**Dataset entries**

════

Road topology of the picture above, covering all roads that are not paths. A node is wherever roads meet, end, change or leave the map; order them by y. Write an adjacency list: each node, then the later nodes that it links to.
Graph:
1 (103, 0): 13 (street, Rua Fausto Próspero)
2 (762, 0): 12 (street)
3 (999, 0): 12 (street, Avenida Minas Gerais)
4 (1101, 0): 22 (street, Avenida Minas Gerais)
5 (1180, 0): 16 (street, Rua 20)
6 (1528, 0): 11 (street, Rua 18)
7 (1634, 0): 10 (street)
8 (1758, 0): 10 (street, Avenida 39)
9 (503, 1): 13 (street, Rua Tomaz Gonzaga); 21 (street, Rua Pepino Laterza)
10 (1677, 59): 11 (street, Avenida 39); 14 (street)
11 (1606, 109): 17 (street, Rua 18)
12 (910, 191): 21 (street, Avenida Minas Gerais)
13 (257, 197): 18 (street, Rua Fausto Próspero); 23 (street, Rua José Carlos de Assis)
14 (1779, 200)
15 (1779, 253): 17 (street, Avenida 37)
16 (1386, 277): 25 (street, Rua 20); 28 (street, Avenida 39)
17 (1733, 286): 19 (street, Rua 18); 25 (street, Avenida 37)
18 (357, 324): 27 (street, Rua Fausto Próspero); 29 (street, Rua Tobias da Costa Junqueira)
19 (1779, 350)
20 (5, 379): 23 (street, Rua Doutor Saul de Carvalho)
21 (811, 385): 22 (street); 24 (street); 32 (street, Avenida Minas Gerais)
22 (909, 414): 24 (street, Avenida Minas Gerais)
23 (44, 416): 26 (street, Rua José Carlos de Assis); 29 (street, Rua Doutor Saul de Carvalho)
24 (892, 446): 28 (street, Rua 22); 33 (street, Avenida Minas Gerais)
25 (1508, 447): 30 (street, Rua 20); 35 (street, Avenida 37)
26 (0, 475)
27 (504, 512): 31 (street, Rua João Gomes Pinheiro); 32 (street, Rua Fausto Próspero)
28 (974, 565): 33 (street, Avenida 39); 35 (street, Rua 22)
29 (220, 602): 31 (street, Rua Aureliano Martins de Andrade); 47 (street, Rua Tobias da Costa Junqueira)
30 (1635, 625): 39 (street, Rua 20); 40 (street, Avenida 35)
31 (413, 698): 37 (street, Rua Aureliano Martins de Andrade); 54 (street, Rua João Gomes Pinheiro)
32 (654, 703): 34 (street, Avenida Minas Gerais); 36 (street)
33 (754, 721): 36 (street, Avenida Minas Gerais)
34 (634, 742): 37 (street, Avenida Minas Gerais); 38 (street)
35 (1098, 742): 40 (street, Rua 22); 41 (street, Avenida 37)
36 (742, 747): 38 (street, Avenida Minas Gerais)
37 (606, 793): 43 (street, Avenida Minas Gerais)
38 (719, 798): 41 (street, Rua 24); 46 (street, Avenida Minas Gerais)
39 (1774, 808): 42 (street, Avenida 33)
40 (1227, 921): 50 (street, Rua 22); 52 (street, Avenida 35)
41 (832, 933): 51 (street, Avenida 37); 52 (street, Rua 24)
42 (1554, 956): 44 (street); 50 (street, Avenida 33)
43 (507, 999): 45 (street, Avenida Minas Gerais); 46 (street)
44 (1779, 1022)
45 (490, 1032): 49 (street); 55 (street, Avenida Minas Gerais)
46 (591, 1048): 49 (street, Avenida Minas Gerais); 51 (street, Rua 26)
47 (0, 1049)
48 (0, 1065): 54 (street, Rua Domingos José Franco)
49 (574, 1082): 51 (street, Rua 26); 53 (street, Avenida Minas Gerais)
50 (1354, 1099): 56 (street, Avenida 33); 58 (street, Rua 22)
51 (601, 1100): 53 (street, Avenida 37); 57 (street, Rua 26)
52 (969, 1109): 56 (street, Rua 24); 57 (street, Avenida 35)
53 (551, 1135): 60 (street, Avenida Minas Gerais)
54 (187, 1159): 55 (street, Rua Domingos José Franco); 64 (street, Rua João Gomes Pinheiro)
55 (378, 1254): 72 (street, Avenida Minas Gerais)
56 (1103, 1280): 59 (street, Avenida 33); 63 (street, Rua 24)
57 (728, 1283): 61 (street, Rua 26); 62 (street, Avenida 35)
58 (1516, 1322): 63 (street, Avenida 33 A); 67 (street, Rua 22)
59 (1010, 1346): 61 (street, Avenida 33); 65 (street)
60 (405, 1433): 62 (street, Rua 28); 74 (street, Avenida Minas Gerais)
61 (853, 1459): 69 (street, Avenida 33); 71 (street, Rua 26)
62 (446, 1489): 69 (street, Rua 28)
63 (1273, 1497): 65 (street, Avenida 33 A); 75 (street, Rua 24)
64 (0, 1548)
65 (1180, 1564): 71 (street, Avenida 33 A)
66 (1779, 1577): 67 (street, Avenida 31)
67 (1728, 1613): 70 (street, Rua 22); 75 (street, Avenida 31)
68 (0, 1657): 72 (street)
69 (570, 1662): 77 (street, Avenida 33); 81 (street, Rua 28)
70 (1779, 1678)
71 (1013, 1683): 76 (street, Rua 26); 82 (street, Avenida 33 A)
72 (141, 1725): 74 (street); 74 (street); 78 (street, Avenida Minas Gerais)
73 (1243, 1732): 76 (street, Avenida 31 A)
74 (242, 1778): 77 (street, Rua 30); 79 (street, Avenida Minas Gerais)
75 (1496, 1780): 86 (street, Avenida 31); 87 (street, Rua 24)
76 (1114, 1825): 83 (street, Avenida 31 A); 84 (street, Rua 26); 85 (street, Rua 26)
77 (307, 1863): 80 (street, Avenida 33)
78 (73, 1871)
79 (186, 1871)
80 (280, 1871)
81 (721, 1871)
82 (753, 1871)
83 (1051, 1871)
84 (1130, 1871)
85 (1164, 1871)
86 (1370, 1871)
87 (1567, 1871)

════

**What the task requires**
A verbatim reproduction of all the records above is the expected answer.

**Task output**
Road topology of the picture above, covering all roads that are not paths. A node is wherever roads meet, end, change or leave the map; order them by y. Write an adjacency list: each node, then the later nodes that it links to.
Graph:
1 (103, 0): 13 (street, Rua Fausto Próspero)
2 (762, 0): 12 (street)
3 (999, 0): 12 (street, Avenida Minas Gerais)
4 (1101, 0): 22 (street, Avenida Minas Gerais)
5 (1180, 0): 16 (street, Rua 20)
6 (1528, 0): 11 (street, Rua 18)
7 (1634, 0): 10 (street)
8 (1758, 0): 10 (street, Avenida 39)
9 (503, 1): 13 (street, Rua Tomaz Gonzaga); 21 (street, Rua Pepino Laterza)
10 (1677, 59): 11 (street, Avenida 39); 14 (street)
11 (1606, 109): 17 (street, Rua 18)
12 (910, 191): 21 (street, Avenida Minas Gerais)
13 (257, 197): 18 (street, Rua Fausto Próspero); 23 (street, Rua José Carlos de Assis)
14 (1779, 200)
15 (1779, 253): 17 (street, Avenida 37)
16 (1386, 277): 25 (street, Rua 20); 28 (street, Avenida 39)
17 (1733, 286): 19 (street, Rua 18); 25 (street, Avenida 37)
18 (357, 324): 27 (street, Rua Fausto Próspero); 29 (street, Rua Tobias da Costa Junqueira)
19 (1779, 350)
20 (5, 379): 23 (street, Rua Doutor Saul de Carvalho)
21 (811, 385): 22 (street); 24 (street); 32 (street, Avenida Minas Gerais)
22 (909, 414): 24 (street, Avenida Minas Gerais)
23 (44, 416): 26 (street, Rua José Carlos de Assis); 29 (street, Rua Doutor Saul de Carvalho)
24 (892, 446): 28 (street, Rua 22); 33 (street, Avenida Minas Gerais)
25 (1508, 447): 30 (street, Rua 20); 35 (street, Avenida 37)
26 (0, 475)
27 (504, 512): 31 (street, Rua João Gomes Pinheiro); 32 (street, Rua Fausto Próspero)
28 (974, 565): 33 (street, Avenida 39); 35 (street, Rua 22)
29 (220, 602): 31 (street, Rua Aureliano Martins de Andrade); 47 (street, Rua Tobias da Costa Junqueira)
30 (1635, 625): 39 (street, Rua 20); 40 (street, Avenida 35)
31 (413, 698): 37 (street, Rua Aureliano Martins de Andrade); 54 (street, Rua João Gomes Pinheiro)
32 (654, 703): 34 (street, Avenida Minas Gerais); 36 (street)
33 (754, 721): 36 (street, Avenida Minas Gerais)
34 (634, 742): 37 (street, Avenida Minas Gerais); 38 (street)
35 (1098, 742): 40 (street, Rua 22); 41 (street, Avenida 37)
36 (742, 747): 38 (street, Avenida Minas Gerais)
37 (606, 793): 43 (street, Avenida Minas Gerais)
38 (719, 798): 41 (street, Rua 24); 46 (street, Avenida Minas Gerais)
39 (1774, 808): 42 (street, Avenida 33)
40 (1227, 921): 50 (street, Rua 22); 52 (street, Avenida 35)
41 (832, 933): 51 (street, Avenida 37); 52 (street, Rua 24)
42 (1554, 956): 44 (street); 50 (street, Avenida 33)
43 (507, 999): 45 (street, Avenida Minas Gerais); 46 (street)
44 (1779, 1022)
45 (490, 1032): 49 (street); 55 (street, Avenida Minas Gerais)
46 (591, 1048): 49 (street, Avenida Minas Gerais); 51 (street, Rua 26)
47 (0, 1049)
48 (0, 1065): 54 (street, Rua Domingos José Franco)
49 (574, 1082): 51 (street, Rua 26); 53 (street, Avenida Minas Gerais)
50 (1354, 1099): 56 (street, Avenida 33); 58 (street, Rua 22)
51 (601, 1100): 53 (street, Avenida 37); 57 (street, Rua 26)
52 (969, 1109): 56 (street, Rua 24); 57 (street, Avenida 35)
53 (551, 1135): 60 (street, Avenida Minas Gerais)
54 (187, 1159): 55 (street, Rua Domingos José Franco); 64 (street, Rua João Gomes Pinheiro)
55 (378, 1254): 72 (street, Avenida Minas Gerais)
56 (1103, 1280): 59 (street, Avenida 33); 63 (street, Rua 24)
57 (728, 1283): 61 (street, Rua 26); 62 (street, Avenida 35)
58 (1516, 1322): 63 (street, Avenida 33 A); 67 (street, Rua 22)
59 (1010, 1346): 61 (street, Avenida 33); 65 (street)
60 (405, 1433): 62 (street, Rua 28); 74 (street, Avenida Minas Gerais)
61 (853, 1459): 69 (street, Avenida 33); 71 (street, Rua 26)
62 (446, 1489): 69 (street, Rua 28)
63 (1273, 1497): 65 (street, Avenida 33 A); 75 (street, Rua 24)
64 (0, 1548)
65 (1180, 1564): 71 (street, Avenida 33 A)
66 (1779, 1577): 67 (street, Avenida 31)
67 (1728, 1613): 70 (street, Rua 22); 75 (street, Avenida 31)
68 (0, 1657): 72 (street)
69 (570, 1662): 77 (street, Avenida 33); 81 (street, Rua 28)
70 (1779, 1678)
71 (1013, 1683): 76 (street, Rua 26); 82 (street, Avenida 33 A)
72 (141, 1725): 74 (street); 74 (street); 78 (street, Avenida Minas Gerais)
73 (1243, 1732): 76 (street, Avenida 31 A)
74 (242, 1778): 77 (street, Rua 30); 79 (street, Avenida Minas Gerais)
75 (1496, 1780): 86 (street, Avenida 31); 87 (street, Rua 24)
76 (1114, 1825): 83 (street, Avenida 31 A); 84 (street, Rua 26); 85 (street, Rua 26)
77 (307, 1863): 80 (street, Avenida 33)
78 (73, 1871)
79 (186, 1871)
80 (280, 1871)
81 (721, 1871)
82 (753, 1871)
83 (1051, 1871)
84 (1130, 1871)
85 (1164, 1871)
86 (1370, 1871)
87 (1567, 1871)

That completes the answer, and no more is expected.